**TASK DESCRIPTION:**
Return the lines below that carry the word "Boulevard".

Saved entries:
* * * *

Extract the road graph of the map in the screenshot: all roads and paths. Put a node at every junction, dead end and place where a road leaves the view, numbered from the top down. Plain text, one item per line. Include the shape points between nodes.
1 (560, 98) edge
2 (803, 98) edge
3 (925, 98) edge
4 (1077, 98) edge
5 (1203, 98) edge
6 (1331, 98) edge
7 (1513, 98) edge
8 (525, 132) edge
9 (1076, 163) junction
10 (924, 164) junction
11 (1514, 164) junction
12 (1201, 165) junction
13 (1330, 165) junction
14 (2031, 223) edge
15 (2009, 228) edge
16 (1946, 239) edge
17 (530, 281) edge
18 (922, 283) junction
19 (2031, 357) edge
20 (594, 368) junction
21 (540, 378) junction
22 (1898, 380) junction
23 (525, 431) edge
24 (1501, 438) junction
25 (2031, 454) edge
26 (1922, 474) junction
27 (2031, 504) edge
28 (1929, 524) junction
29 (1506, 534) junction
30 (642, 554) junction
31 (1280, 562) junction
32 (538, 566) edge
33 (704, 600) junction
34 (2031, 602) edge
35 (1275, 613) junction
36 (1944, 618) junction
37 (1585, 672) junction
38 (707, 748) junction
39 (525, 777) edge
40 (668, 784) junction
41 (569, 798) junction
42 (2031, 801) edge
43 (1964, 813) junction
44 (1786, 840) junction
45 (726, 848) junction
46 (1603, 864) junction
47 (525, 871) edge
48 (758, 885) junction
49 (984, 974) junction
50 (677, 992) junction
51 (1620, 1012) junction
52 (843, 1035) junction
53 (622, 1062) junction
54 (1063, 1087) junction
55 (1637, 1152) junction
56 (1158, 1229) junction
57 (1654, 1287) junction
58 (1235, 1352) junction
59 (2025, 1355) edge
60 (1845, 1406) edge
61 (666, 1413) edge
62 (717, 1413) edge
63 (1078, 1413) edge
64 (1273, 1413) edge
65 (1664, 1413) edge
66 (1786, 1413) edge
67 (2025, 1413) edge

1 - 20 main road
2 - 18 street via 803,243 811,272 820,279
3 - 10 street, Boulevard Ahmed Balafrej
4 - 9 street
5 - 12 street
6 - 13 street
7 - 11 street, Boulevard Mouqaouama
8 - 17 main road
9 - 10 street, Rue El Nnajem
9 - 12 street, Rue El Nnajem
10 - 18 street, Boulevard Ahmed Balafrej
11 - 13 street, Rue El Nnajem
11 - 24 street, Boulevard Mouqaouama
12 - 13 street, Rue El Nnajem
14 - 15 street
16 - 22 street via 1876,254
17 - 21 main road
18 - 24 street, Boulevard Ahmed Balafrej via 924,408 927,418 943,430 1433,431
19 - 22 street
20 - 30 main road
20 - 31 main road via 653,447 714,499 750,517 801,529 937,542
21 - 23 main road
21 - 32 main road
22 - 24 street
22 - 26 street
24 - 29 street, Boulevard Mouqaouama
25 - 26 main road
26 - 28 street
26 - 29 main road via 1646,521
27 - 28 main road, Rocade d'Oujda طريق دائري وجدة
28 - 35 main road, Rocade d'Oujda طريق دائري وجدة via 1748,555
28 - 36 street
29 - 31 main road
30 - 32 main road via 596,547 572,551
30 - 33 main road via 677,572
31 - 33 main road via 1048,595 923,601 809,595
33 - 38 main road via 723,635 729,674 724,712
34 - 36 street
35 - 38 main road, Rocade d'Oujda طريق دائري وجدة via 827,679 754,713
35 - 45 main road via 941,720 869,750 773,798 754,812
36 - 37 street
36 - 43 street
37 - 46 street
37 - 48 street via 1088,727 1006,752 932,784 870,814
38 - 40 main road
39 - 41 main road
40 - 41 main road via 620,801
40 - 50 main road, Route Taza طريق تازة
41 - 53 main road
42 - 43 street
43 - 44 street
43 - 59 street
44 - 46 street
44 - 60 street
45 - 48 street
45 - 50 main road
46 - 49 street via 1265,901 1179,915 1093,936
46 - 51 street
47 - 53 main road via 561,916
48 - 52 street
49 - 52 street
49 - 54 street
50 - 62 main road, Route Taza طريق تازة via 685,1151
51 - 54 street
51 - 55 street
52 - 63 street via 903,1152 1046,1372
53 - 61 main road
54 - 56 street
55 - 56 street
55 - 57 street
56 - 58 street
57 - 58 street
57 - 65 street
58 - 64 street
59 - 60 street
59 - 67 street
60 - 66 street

* * * *

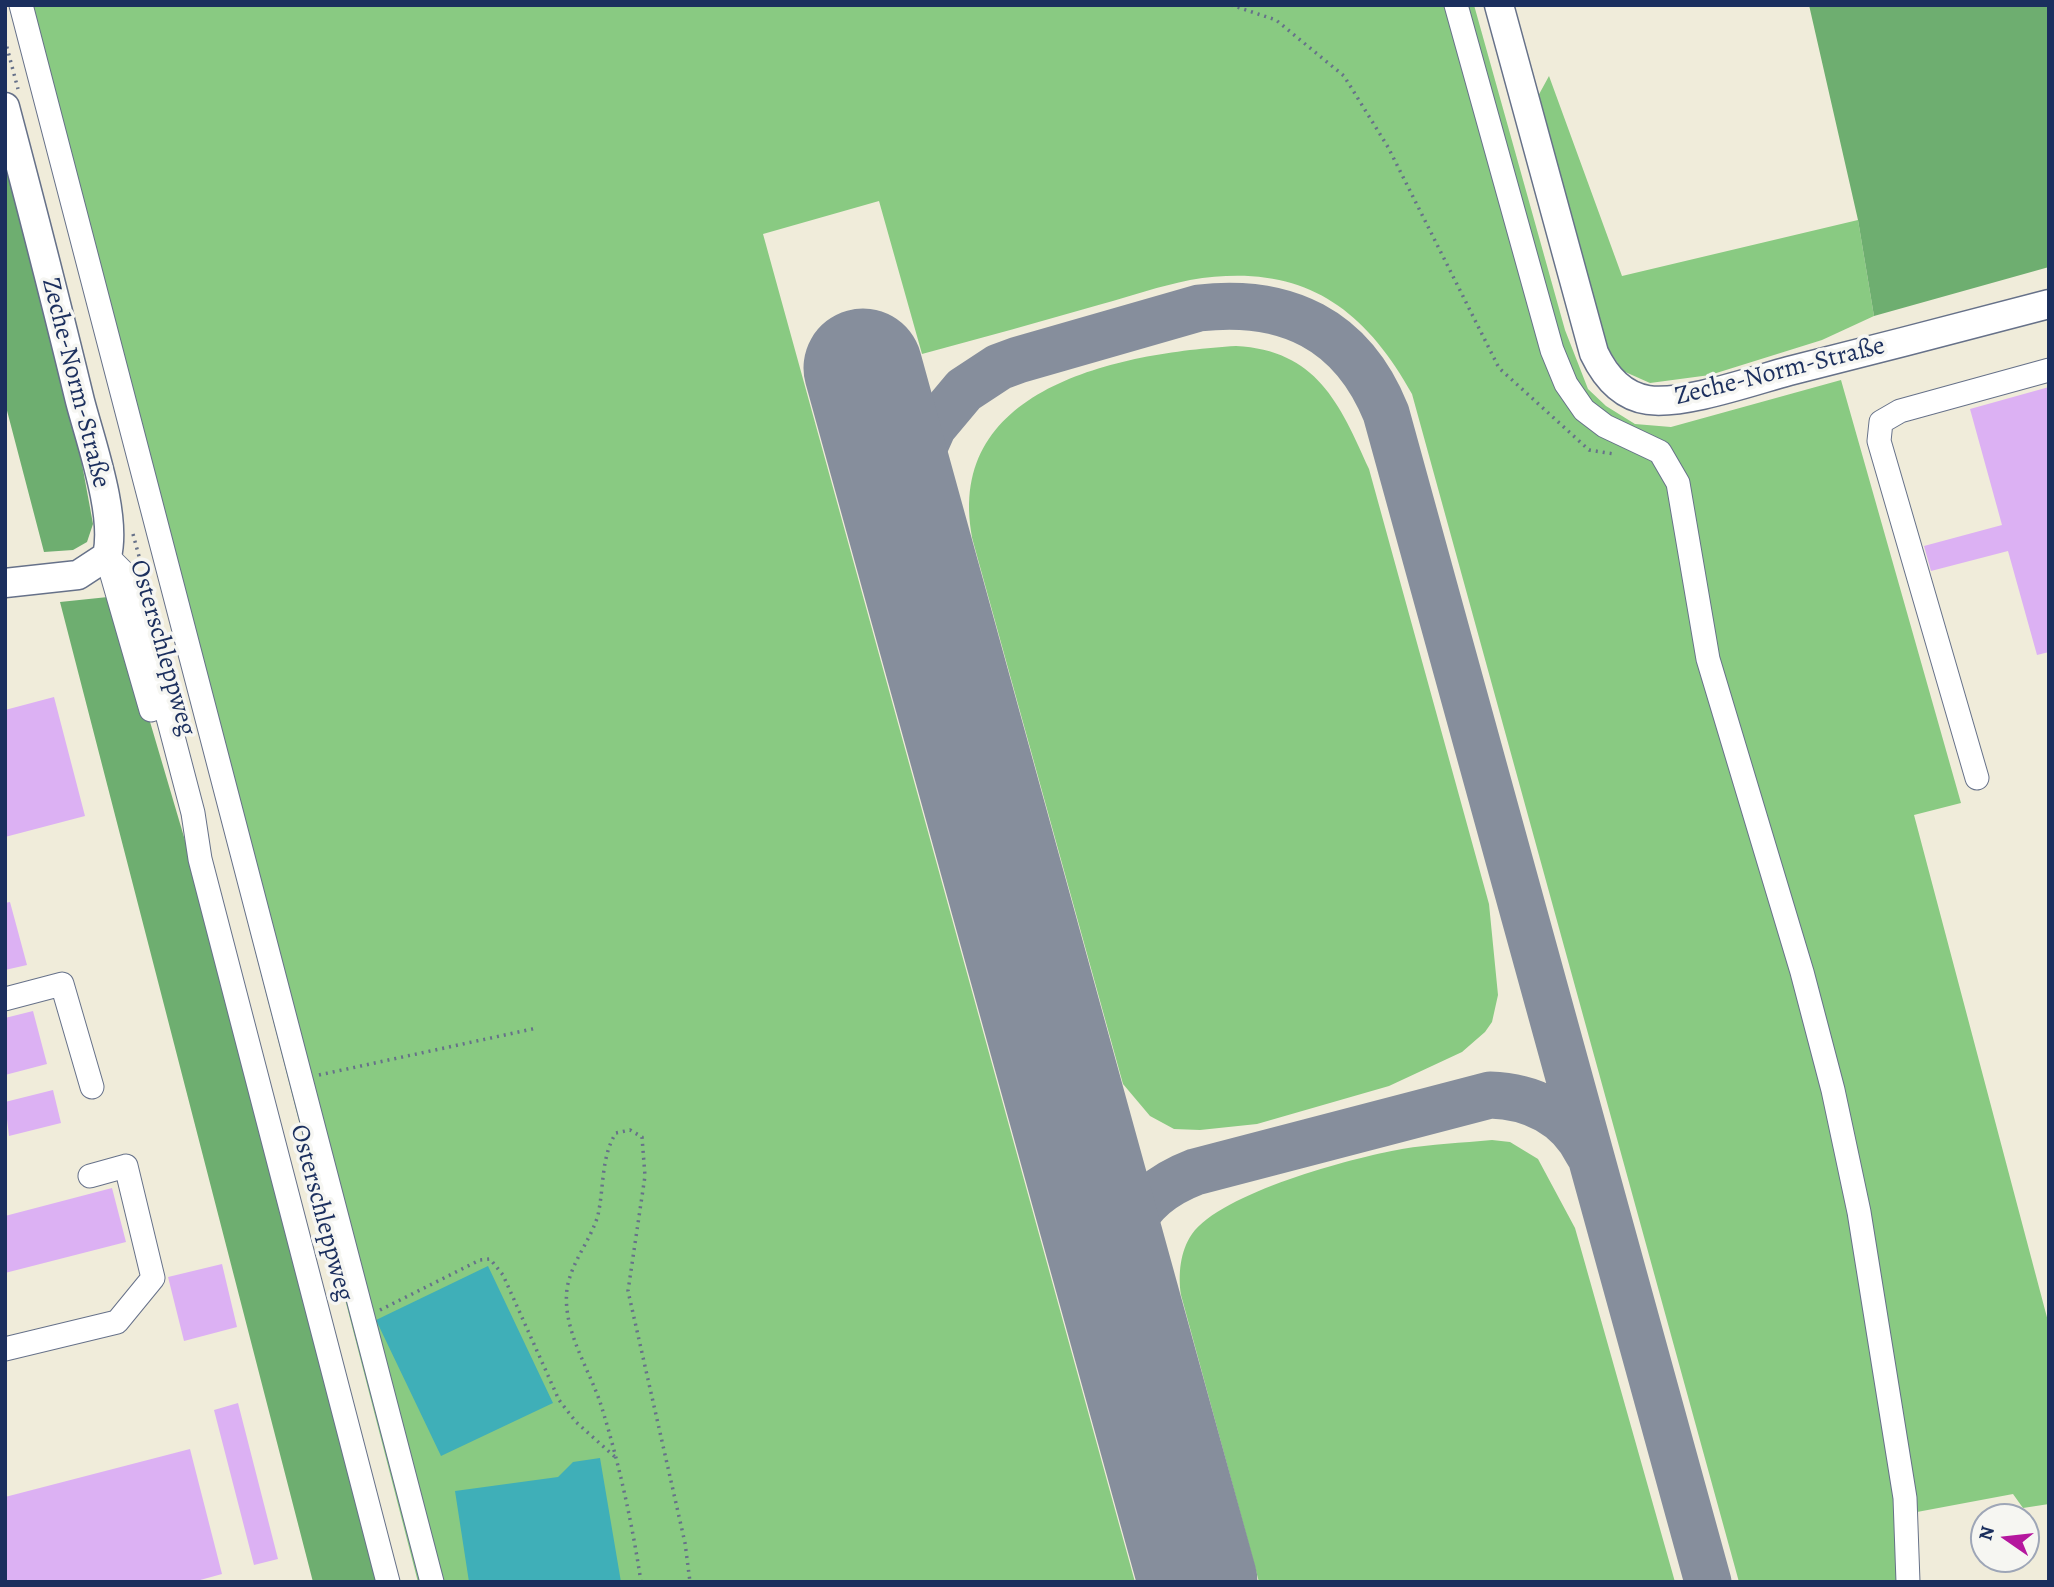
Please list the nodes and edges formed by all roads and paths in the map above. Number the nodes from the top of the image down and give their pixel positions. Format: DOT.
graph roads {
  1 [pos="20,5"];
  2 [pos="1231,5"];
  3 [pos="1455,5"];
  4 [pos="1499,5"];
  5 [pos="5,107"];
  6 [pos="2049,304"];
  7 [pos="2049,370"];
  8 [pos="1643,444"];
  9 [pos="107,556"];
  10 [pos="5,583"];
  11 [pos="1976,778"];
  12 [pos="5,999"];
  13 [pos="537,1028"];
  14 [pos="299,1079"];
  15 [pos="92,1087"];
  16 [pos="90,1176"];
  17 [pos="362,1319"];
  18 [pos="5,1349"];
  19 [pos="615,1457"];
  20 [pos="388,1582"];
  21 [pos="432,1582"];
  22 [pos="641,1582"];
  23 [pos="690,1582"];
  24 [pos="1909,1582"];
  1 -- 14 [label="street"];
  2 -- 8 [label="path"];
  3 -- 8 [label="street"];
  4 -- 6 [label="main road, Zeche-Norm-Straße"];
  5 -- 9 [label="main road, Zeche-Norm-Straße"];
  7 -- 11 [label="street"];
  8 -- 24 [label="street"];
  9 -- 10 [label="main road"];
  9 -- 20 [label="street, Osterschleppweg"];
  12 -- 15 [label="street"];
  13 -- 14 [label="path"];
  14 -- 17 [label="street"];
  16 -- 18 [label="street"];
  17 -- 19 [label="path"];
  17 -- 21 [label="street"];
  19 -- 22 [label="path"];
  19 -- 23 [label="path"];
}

* * * *

**EXERCISE RESULT:**
3 - 10 street, Boulevard Ahmed Balafrej
7 - 11 street, Boulevard Mouqaouama
10 - 18 street, Boulevard Ahmed Balafrej
11 - 24 street, Boulevard Mouqaouama
18 - 24 street, Boulevard Ahmed Balafrej via 924,408 927,418 943,430 1433,431
24 - 29 street, Boulevard Mouqaouama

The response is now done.